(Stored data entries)
- - -

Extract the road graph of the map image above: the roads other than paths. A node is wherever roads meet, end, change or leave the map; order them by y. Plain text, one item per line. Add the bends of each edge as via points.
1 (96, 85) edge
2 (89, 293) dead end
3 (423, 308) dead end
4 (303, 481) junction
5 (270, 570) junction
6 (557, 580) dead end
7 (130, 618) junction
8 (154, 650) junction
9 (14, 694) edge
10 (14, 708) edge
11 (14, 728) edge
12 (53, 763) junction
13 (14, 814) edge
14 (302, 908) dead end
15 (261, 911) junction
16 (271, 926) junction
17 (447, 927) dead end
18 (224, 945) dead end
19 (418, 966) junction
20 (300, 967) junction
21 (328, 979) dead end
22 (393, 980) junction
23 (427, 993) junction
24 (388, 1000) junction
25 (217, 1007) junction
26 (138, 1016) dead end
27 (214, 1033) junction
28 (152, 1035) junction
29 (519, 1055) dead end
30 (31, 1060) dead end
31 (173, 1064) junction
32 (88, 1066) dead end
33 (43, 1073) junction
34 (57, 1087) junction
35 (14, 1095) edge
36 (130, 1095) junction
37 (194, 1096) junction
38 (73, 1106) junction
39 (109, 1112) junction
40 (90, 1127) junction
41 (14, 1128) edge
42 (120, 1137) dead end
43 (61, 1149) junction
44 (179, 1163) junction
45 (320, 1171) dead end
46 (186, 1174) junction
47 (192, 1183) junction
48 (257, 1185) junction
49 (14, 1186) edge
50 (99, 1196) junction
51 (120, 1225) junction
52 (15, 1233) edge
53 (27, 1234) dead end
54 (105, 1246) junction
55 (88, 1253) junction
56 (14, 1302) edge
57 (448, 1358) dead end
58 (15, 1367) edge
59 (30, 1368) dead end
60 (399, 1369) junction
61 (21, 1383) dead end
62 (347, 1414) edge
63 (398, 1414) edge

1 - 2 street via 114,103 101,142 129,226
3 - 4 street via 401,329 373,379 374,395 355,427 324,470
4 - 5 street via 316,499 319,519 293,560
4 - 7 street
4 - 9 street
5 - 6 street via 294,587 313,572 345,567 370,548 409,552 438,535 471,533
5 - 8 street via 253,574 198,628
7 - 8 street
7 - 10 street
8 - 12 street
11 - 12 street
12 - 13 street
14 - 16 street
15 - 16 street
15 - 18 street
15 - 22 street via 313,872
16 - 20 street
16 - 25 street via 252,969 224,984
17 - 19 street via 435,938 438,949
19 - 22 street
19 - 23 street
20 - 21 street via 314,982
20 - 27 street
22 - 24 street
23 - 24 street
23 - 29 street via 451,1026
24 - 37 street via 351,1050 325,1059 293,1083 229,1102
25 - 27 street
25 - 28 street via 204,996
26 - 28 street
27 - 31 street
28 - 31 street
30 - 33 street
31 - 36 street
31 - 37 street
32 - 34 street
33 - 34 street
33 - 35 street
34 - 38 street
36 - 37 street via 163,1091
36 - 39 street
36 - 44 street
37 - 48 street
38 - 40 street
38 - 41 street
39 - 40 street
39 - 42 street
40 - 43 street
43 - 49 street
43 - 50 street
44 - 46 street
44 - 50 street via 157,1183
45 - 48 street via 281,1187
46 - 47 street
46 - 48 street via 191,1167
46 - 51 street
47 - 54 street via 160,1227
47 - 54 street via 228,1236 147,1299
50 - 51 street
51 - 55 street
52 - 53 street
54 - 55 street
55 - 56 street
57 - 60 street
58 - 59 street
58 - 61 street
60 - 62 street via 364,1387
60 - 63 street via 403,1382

- - -

**How to complete this task**
Transcribe each record above exactly. Skip none.

**Answer to this task**
Extract the road graph of the map image above: the roads other than paths. A node is wherever roads meet, end, change or leave the map; order them by y. Plain text, one item per line. Add the bends of each edge as via points.
1 (96, 85) edge
2 (89, 293) dead end
3 (423, 308) dead end
4 (303, 481) junction
5 (270, 570) junction
6 (557, 580) dead end
7 (130, 618) junction
8 (154, 650) junction
9 (14, 694) edge
10 (14, 708) edge
11 (14, 728) edge
12 (53, 763) junction
13 (14, 814) edge
14 (302, 908) dead end
15 (261, 911) junction
16 (271, 926) junction
17 (447, 927) dead end
18 (224, 945) dead end
19 (418, 966) junction
20 (300, 967) junction
21 (328, 979) dead end
22 (393, 980) junction
23 (427, 993) junction
24 (388, 1000) junction
25 (217, 1007) junction
26 (138, 1016) dead end
27 (214, 1033) junction
28 (152, 1035) junction
29 (519, 1055) dead end
30 (31, 1060) dead end
31 (173, 1064) junction
32 (88, 1066) dead end
33 (43, 1073) junction
34 (57, 1087) junction
35 (14, 1095) edge
36 (130, 1095) junction
37 (194, 1096) junction
38 (73, 1106) junction
39 (109, 1112) junction
40 (90, 1127) junction
41 (14, 1128) edge
42 (120, 1137) dead end
43 (61, 1149) junction
44 (179, 1163) junction
45 (320, 1171) dead end
46 (186, 1174) junction
47 (192, 1183) junction
48 (257, 1185) junction
49 (14, 1186) edge
50 (99, 1196) junction
51 (120, 1225) junction
52 (15, 1233) edge
53 (27, 1234) dead end
54 (105, 1246) junction
55 (88, 1253) junction
56 (14, 1302) edge
57 (448, 1358) dead end
58 (15, 1367) edge
59 (30, 1368) dead end
60 (399, 1369) junction
61 (21, 1383) dead end
62 (347, 1414) edge
63 (398, 1414) edge

1 - 2 street via 114,103 101,142 129,226
3 - 4 street via 401,329 373,379 374,395 355,427 324,470
4 - 5 street via 316,499 319,519 293,560
4 - 7 street
4 - 9 street
5 - 6 street via 294,587 313,572 345,567 370,548 409,552 438,535 471,533
5 - 8 street via 253,574 198,628
7 - 8 street
7 - 10 street
8 - 12 street
11 - 12 street
12 - 13 street
14 - 16 street
15 - 16 street
15 - 18 street
15 - 22 street via 313,872
16 - 20 street
16 - 25 street via 252,969 224,984
17 - 19 street via 435,938 438,949
19 - 22 street
19 - 23 street
20 - 21 street via 314,982
20 - 27 street
22 - 24 street
23 - 24 street
23 - 29 street via 451,1026
24 - 37 street via 351,1050 325,1059 293,1083 229,1102
25 - 27 street
25 - 28 street via 204,996
26 - 28 street
27 - 31 street
28 - 31 street
30 - 33 street
31 - 36 street
31 - 37 street
32 - 34 street
33 - 34 street
33 - 35 street
34 - 38 street
36 - 37 street via 163,1091
36 - 39 street
36 - 44 street
37 - 48 street
38 - 40 street
38 - 41 street
39 - 40 street
39 - 42 street
40 - 43 street
43 - 49 street
43 - 50 street
44 - 46 street
44 - 50 street via 157,1183
45 - 48 street via 281,1187
46 - 47 street
46 - 48 street via 191,1167
46 - 51 street
47 - 54 street via 160,1227
47 - 54 street via 228,1236 147,1299
50 - 51 street
51 - 55 street
52 - 53 street
54 - 55 street
55 - 56 street
57 - 60 street
58 - 59 street
58 - 61 street
60 - 62 street via 364,1387
60 - 63 street via 403,1382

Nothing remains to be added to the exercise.